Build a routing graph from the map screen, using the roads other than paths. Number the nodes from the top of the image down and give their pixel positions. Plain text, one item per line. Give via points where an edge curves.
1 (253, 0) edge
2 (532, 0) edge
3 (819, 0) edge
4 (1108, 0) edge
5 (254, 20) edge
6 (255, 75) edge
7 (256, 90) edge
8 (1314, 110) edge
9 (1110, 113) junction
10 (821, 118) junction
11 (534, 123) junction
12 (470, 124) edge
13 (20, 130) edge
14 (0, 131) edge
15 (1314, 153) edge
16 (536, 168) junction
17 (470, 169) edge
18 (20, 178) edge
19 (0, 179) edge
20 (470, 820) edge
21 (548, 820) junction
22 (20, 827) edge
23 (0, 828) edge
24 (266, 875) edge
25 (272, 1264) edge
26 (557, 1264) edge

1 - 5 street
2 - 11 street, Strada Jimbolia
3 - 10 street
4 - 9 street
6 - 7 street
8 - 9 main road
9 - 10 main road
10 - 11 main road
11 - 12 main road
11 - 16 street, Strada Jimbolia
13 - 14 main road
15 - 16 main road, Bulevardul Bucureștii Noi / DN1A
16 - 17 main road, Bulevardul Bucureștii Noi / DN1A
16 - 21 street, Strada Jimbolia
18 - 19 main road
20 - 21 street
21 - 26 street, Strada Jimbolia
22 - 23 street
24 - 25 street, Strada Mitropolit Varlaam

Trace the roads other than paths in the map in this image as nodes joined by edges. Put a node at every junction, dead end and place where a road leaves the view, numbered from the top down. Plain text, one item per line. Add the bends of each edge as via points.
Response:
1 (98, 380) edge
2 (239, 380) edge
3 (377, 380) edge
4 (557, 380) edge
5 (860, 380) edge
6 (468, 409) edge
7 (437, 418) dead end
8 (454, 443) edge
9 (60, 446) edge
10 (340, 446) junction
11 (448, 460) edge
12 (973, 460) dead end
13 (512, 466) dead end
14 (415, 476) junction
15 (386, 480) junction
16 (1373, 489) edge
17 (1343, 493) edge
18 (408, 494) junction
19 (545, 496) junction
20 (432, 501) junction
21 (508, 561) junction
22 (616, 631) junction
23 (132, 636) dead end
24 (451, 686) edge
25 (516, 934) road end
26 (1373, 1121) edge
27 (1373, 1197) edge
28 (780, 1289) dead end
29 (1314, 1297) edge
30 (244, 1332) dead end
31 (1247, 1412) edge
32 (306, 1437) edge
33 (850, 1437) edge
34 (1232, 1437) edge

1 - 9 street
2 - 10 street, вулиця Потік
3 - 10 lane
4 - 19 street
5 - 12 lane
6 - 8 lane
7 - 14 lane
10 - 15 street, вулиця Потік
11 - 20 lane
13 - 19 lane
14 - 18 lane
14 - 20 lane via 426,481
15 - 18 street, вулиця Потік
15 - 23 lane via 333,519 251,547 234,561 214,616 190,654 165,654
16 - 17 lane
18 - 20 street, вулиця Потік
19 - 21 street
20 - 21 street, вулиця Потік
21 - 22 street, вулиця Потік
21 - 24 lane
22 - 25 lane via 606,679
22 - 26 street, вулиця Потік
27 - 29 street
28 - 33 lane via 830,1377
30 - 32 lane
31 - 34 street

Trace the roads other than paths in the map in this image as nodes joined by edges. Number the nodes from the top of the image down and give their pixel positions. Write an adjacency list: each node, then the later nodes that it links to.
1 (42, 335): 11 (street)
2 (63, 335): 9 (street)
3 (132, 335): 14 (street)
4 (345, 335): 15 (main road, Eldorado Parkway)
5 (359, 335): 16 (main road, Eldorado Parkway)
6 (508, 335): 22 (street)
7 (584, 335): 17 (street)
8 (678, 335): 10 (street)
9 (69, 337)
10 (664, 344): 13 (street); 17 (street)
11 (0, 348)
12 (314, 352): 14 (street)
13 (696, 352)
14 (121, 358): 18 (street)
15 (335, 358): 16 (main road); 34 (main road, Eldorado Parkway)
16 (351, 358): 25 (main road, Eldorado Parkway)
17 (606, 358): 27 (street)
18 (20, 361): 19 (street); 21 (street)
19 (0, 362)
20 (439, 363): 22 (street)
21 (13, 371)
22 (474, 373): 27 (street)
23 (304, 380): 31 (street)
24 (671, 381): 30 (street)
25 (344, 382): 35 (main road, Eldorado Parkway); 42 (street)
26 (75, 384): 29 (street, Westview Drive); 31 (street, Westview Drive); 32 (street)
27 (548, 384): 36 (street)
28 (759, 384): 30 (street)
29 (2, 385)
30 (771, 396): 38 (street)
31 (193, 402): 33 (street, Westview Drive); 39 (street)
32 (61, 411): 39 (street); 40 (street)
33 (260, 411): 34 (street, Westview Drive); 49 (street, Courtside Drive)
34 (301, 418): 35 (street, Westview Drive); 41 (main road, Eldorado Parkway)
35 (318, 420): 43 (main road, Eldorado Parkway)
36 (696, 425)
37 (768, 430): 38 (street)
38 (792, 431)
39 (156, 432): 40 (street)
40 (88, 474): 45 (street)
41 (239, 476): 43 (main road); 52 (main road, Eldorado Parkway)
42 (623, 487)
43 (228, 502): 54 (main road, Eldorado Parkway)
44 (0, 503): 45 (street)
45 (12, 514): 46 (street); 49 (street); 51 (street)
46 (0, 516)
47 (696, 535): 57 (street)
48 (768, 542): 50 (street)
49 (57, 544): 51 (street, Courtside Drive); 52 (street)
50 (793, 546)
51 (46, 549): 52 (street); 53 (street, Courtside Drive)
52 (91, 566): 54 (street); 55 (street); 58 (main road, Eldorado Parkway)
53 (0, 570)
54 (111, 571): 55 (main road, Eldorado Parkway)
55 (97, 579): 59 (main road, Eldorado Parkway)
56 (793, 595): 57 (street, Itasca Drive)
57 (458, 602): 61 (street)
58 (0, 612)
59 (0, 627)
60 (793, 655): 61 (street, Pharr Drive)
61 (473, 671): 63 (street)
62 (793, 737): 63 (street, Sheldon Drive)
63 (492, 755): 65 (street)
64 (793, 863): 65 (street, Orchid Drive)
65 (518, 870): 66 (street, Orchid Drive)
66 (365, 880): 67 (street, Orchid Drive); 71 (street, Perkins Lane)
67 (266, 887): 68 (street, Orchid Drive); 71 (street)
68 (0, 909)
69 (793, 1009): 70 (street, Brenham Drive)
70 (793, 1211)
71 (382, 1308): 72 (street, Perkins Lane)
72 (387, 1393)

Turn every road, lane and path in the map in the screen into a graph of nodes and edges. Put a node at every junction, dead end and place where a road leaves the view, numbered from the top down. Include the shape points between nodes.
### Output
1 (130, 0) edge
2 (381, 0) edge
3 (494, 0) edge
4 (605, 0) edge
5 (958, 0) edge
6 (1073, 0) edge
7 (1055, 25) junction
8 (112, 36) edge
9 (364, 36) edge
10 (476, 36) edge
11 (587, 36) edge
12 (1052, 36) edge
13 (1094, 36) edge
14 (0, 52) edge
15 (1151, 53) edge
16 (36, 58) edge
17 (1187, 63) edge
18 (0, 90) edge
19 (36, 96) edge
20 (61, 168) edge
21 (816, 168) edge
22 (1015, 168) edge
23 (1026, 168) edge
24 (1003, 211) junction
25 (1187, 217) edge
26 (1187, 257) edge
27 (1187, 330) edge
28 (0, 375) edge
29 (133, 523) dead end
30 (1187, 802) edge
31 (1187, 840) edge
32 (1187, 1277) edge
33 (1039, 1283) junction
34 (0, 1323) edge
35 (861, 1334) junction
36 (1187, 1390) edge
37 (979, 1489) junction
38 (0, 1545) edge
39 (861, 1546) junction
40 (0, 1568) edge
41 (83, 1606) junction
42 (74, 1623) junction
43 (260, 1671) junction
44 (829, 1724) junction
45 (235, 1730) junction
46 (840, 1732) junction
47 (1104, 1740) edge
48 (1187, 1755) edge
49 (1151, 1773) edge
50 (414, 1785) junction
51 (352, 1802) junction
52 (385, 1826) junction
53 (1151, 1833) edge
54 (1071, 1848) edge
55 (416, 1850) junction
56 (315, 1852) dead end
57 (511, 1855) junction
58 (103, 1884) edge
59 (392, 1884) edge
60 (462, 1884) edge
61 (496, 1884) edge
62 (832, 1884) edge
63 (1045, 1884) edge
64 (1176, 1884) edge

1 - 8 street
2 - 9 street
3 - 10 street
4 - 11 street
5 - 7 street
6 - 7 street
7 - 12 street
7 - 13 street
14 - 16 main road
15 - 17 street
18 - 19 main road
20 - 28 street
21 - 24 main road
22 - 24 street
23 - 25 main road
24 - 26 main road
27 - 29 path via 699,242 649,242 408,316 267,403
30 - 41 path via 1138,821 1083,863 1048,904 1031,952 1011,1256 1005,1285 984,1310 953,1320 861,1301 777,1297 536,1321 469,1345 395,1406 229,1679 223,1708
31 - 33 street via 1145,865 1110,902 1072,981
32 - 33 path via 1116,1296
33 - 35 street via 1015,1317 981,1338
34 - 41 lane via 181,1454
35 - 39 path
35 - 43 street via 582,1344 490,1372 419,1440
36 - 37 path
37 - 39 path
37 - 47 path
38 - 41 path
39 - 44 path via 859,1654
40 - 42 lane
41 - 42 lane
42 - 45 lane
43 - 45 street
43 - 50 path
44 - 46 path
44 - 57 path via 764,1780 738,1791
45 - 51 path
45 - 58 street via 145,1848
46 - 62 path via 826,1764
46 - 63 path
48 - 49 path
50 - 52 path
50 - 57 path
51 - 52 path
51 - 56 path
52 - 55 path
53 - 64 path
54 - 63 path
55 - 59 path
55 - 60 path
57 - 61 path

■ ■ ■

:: Instructions to follow ::
Say how many lines of the listing above include the word "вулиця", and give no other text.

:: Response area ::
7